Today's boomers bankroll today's Social Security retirees with their payroll taxes, as does every generation. That's the way Social Security was designed -- as a pay-as-you-go system. But boomers outnumber retirees. So, there's extra money in the kitty -- a Social Security surplus.

Here's the dirty little secret. Those surpluses are being used to reduce the president's budget deficits. The president's new budget predicts that this year's deficit will be $427 billion. But it would be much, much larger -- a whopping $589 billion -- without this year's Social Security surplus.

Over the next decade, more boomers will be in their peak earning years, which means the Social Security surplus is going to swell. And the White House plans to use these growing surpluses to reduce future budget deficits even more. In fact, a big reason why they predict their deficits will drop is because the Social Security surplus will grow.

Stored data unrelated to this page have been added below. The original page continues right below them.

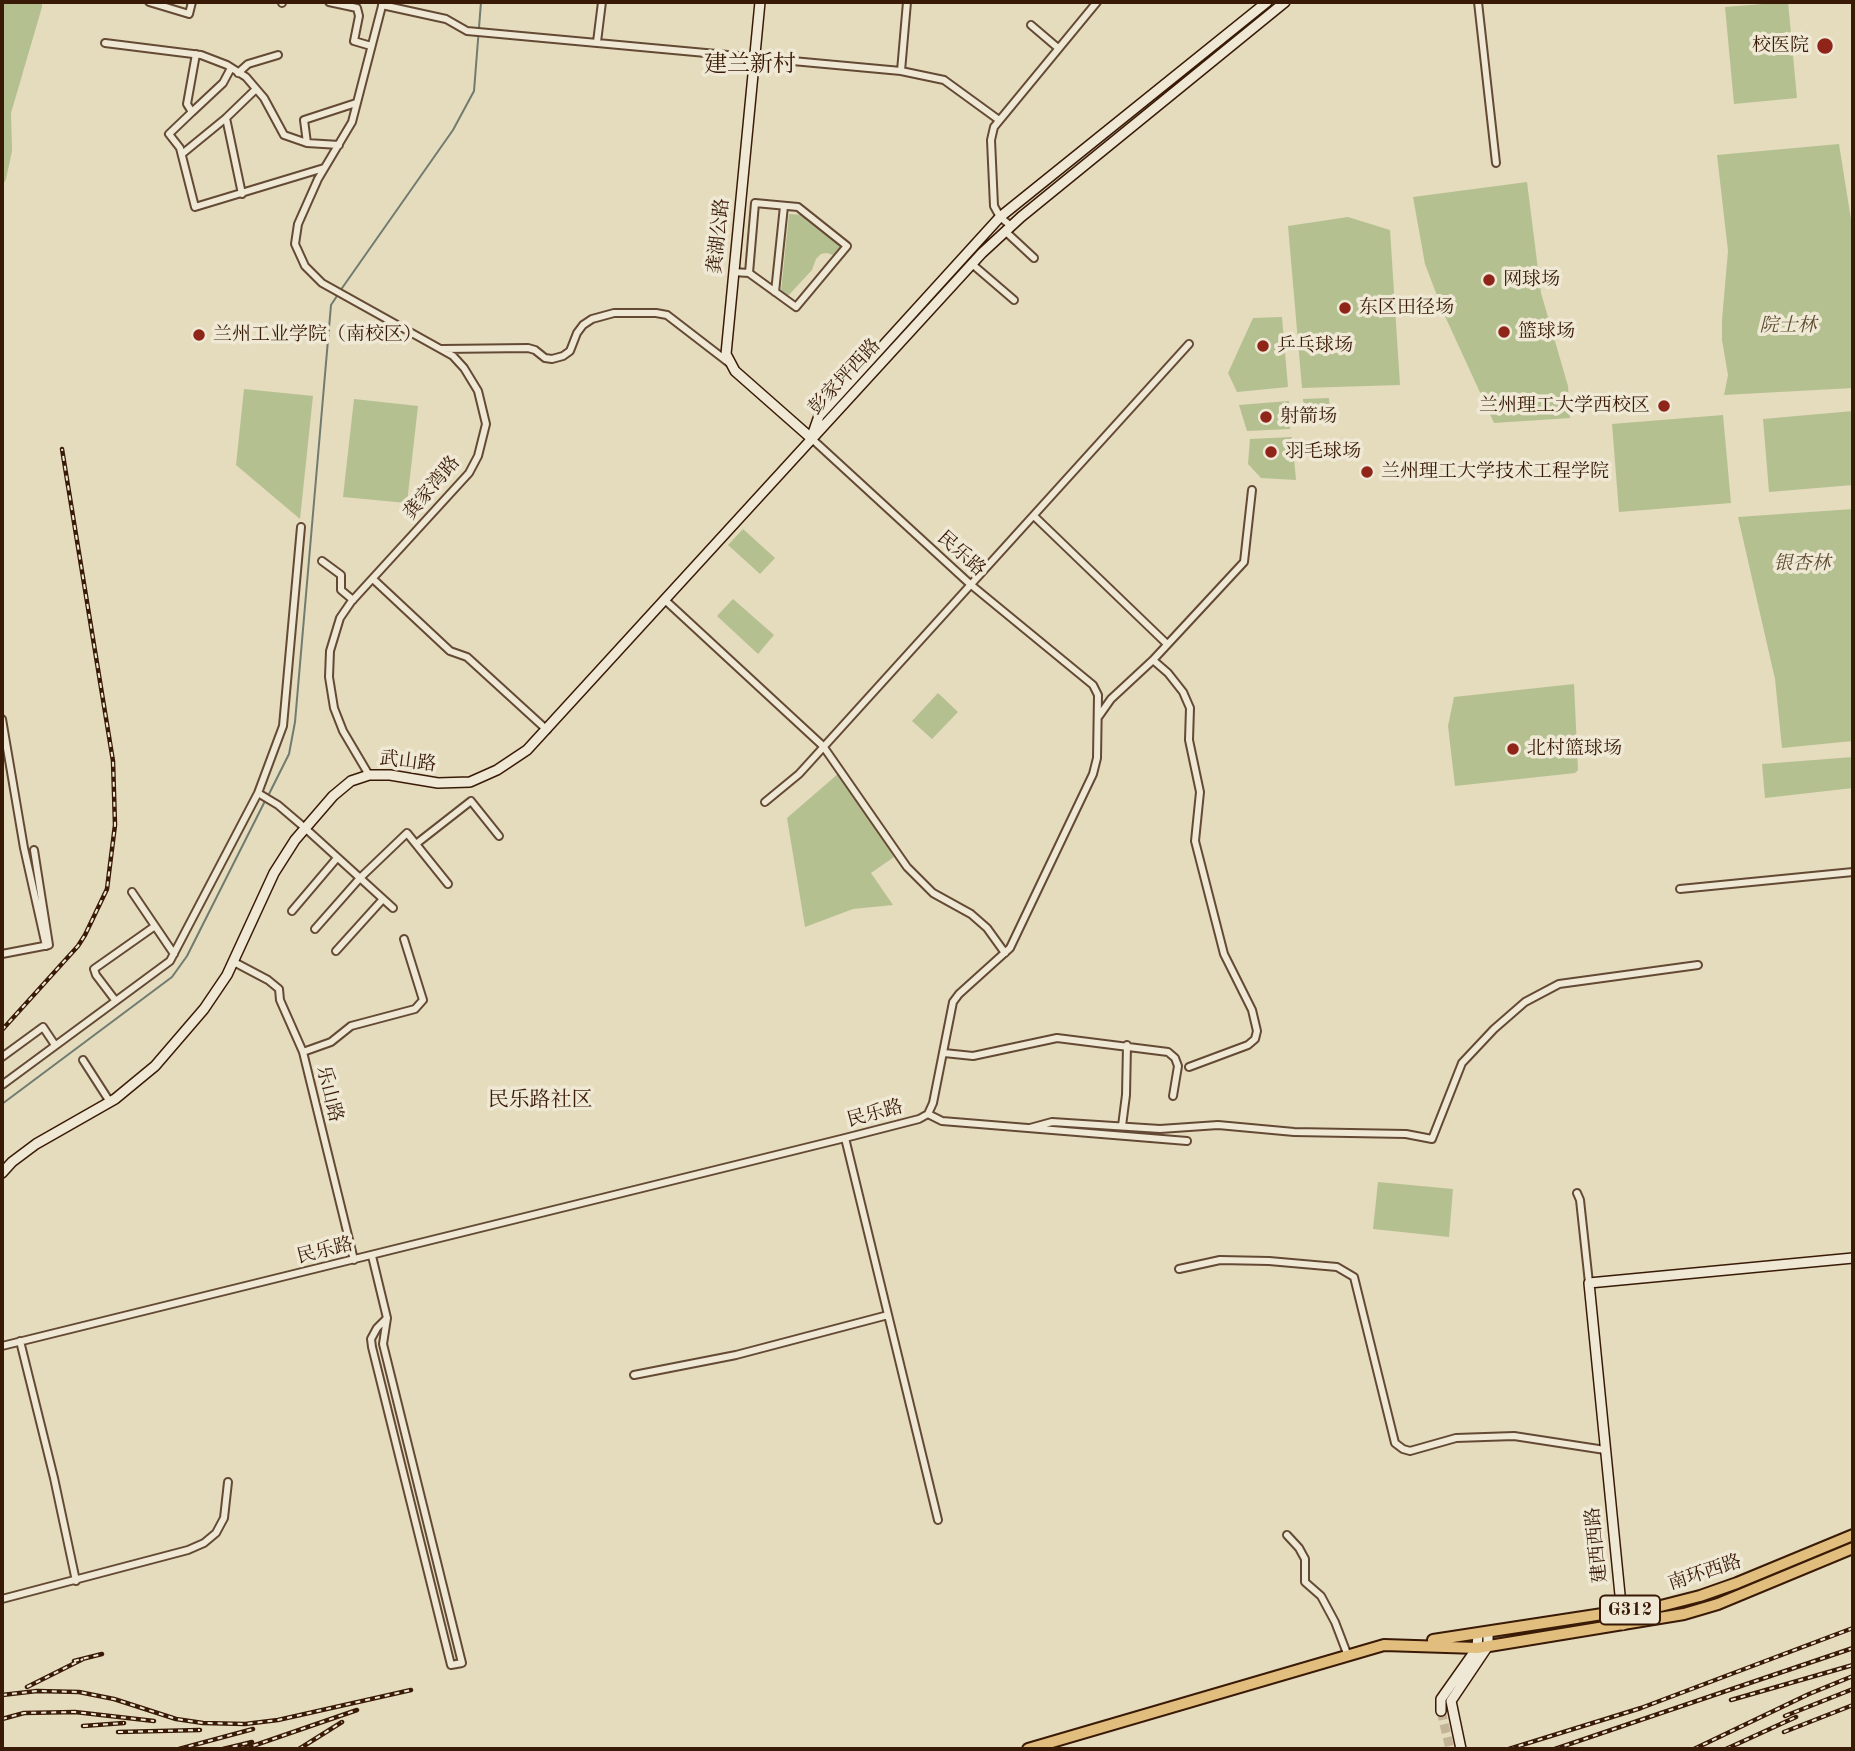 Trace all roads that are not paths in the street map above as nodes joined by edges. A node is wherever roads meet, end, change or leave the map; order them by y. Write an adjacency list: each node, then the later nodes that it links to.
1 (149, 2): 2 (street)
2 (192, 2)
3 (329, 2): 12 (street)
4 (602, 2): 14 (street)
5 (761, 2): 20 (main road, 龚湖公路)
6 (907, 2): 22 (street)
7 (1097, 2): 17 (street)
8 (1267, 2): 35 (main road, 彭家坪西路)
9 (1285, 2): 36 (main road, 彭家坪西路)
10 (1478, 2): 31 (street)
11 (383, 4): 14 (street, 龚家湾路); 16 (street, 龚家湾路)
12 (357, 5): 16 (street)
13 (1031, 25): 17 (street)
14 (597, 42): 20 (street, 龚家湾路)
15 (105, 43): 18 (street)
16 (372, 46): 24 (street, 龚家湾路)
17 (1058, 48): 27 (street)
18 (196, 54): 21 (street); 25 (street)
19 (278, 55): 21 (street)
20 (755, 57): 22 (street, 龚家湾路); 39 (main road, 龚湖公路)
21 (235, 71): 23 (street); 25 (street)
22 (901, 71): 27 (street, 龚家湾路)
23 (256, 89): 26 (street); 28 (street)
24 (356, 103): 28 (street); 29 (street, 龚家湾路)
25 (192, 112): 30 (street)
26 (226, 118): 30 (street); 33 (street)
27 (999, 120): 35 (street)
28 (307, 143): 29 (street)
29 (339, 145): 32 (street, 龚家湾路)
30 (182, 154): 33 (street)
31 (1496, 163)
32 (324, 168): 33 (street); 44 (street, 龚家湾路)
33 (242, 194)
34 (784, 206): 40 (street); 41 (street); 41 (street)
35 (1000, 218): 36 (street); 46 (main road, 彭家坪西路)
36 (1008, 229): 37 (street); 38 (main road, 彭家坪西路)
37 (1034, 258)
38 (972, 264): 42 (street); 46 (main road, 彭家坪西路)
39 (733, 272): 40 (street); 45 (main road, 龚湖公路)
40 (749, 273): 41 (street)
41 (775, 292)
42 (1014, 300)
43 (1189, 344): 48 (street)
44 (440, 349): 45 (street); 51 (street, 龚家湾路)
45 (728, 362): 46 (main road)
46 (811, 438): 52 (street, 民乐路); 54 (main road, 武山路)
47 (1252, 490): 55 (street)
48 (1034, 516): 52 (street); 55 (street)
49 (301, 527): 62 (street)
50 (322, 561): 53 (street)
51 (373, 579): 53 (street, 龚家湾路); 59 (street)
52 (970, 584): 57 (street, 民乐路); 60 (street)
53 (354, 600): 61 (street, 龚家湾路)
54 (665, 600): 59 (main road, 武山路); 60 (street)
55 (1167, 644): 56 (street)
56 (1153, 660): 57 (street); 94 (street)
57 (1097, 717): 82 (street, 民乐路)
58 (2, 719): 80 (street)
59 (547, 730): 61 (main road, 武山路)
60 (823, 746): 63 (street); 82 (street)
61 (369, 775): 64 (main road, 武山路)
62 (260, 793): 64 (street); 84 (street)
63 (765, 803)
64 (304, 828): 68 (street); 85 (main road, 武山路)
65 (499, 836): 66 (street)
66 (416, 844): 70 (street); 71 (street)
67 (34, 850): 80 (street)
68 (337, 858): 70 (street); 76 (street)
69 (1853, 872): 72 (street)
70 (360, 878): 74 (street); 78 (street)
71 (448, 884)
72 (1680, 889)
73 (132, 892): 77 (street)
74 (383, 899): 75 (street); 81 (street)
75 (393, 908)
76 (292, 911)
77 (155, 926): 84 (street); 87 (street)
78 (315, 929)
79 (404, 939): 90 (street)
80 (46, 946): 83 (street)
81 (337, 951)
82 (1005, 953): 91 (street, 民乐路)
83 (2, 954)
84 (174, 954): 87 (street)
85 (234, 962): 90 (street, 乐山路); 97 (main road, 武山路)
86 (1698, 965): 99 (street)
87 (116, 1000): 88 (street)
88 (55, 1045): 92 (street); 95 (street)
89 (1127, 1045): 91 (street); 96 (street); 99 (street)
90 (303, 1052): 107 (street, 乐山路)
91 (944, 1054): 98 (street, 民乐路)
92 (2, 1057)
93 (83, 1060): 97 (street)
94 (1189, 1067)
95 (2, 1085)
96 (1173, 1097)
97 (110, 1102): 103 (main road, 武山路)
98 (928, 1114): 100 (street); 101 (street, 民乐路)
99 (1122, 1126): 100 (street)
100 (1030, 1128): 102 (street)
101 (845, 1138): 105 (street, 民乐路); 110 (street)
102 (1187, 1141)
103 (2, 1173)
104 (1577, 1193): 109 (street)
105 (372, 1256): 107 (street, 民乐路); 111 (street)
106 (1853, 1258): 109 (main road)
107 (354, 1260): 112 (street, 民乐路)
108 (1179, 1269): 115 (street)
109 (1589, 1283): 115 (main road, 建西西路)
110 (888, 1315): 114 (street); 119 (street)
111 (387, 1318): 117 (street); 118 (street)
112 (20, 1342): 113 (street, 民乐路); 123 (street)
113 (2, 1346)
114 (634, 1375)
115 (1605, 1450): 125 (main road, 建西西路)
116 (228, 1482): 123 (street)
117 (426, 1517): 118 (street); 118 (street)
118 (415, 1520)
119 (938, 1520)
120 (1287, 1535): 130 (street)
121 (1853, 1535): 125 (highway, 南环西路 / G312)
122 (1853, 1548): 126 (highway, 南环西路 / G312)
123 (76, 1581): 124 (street)
124 (2, 1599)
125 (1622, 1611): 126 (main road, 建西西路); 127 (highway, 南环西路 / G312)
126 (1623, 1625): 129 (highway, G312)
127 (1483, 1633): 128 (highway, 南环西路 / G312); 129 (main road)
128 (1395, 1644): 129 (highway, G312); 130 (highway, G312)
129 (1482, 1647): 131 (main road); 133 (main road)
130 (1348, 1656): 132 (highway, G312)
131 (1441, 1711)
132 (1028, 1749)
133 (1461, 1749)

So what happens when the boomer bulge moves into retirement? The president says that by then, around 2018, Social Security won't have enough money to pay them all the benefits that they're due. Well, of course it won't. Because the surpluses the boomers generated before then were used to reduce the budget deficits.

That doesn't mean Social Security is going bust. It only means the federal government has to start repaying all the money it's borrowed from the boomers' Social Security.

That's only fair. After all, the Social Security payroll tax is more regressive than other taxes. You pay the same percent regardless of your income, starting with the first dollar you earn all the way up to $90,000 a year -- and then over that you don't pay a dime.

So if the government's going to depend for years on the boomer's payroll taxes to reduce its budget deficits, by the time the boomers retire it should replenish Social Security with revenues from more progressive income and corporate taxes.

And in the meantime, to be really fair, raise the cap on the amount of wages subject to the payroll tax.

Robert B. Reich is co-founder of The American Prospect. A version of this column originally appeared on Marketplace.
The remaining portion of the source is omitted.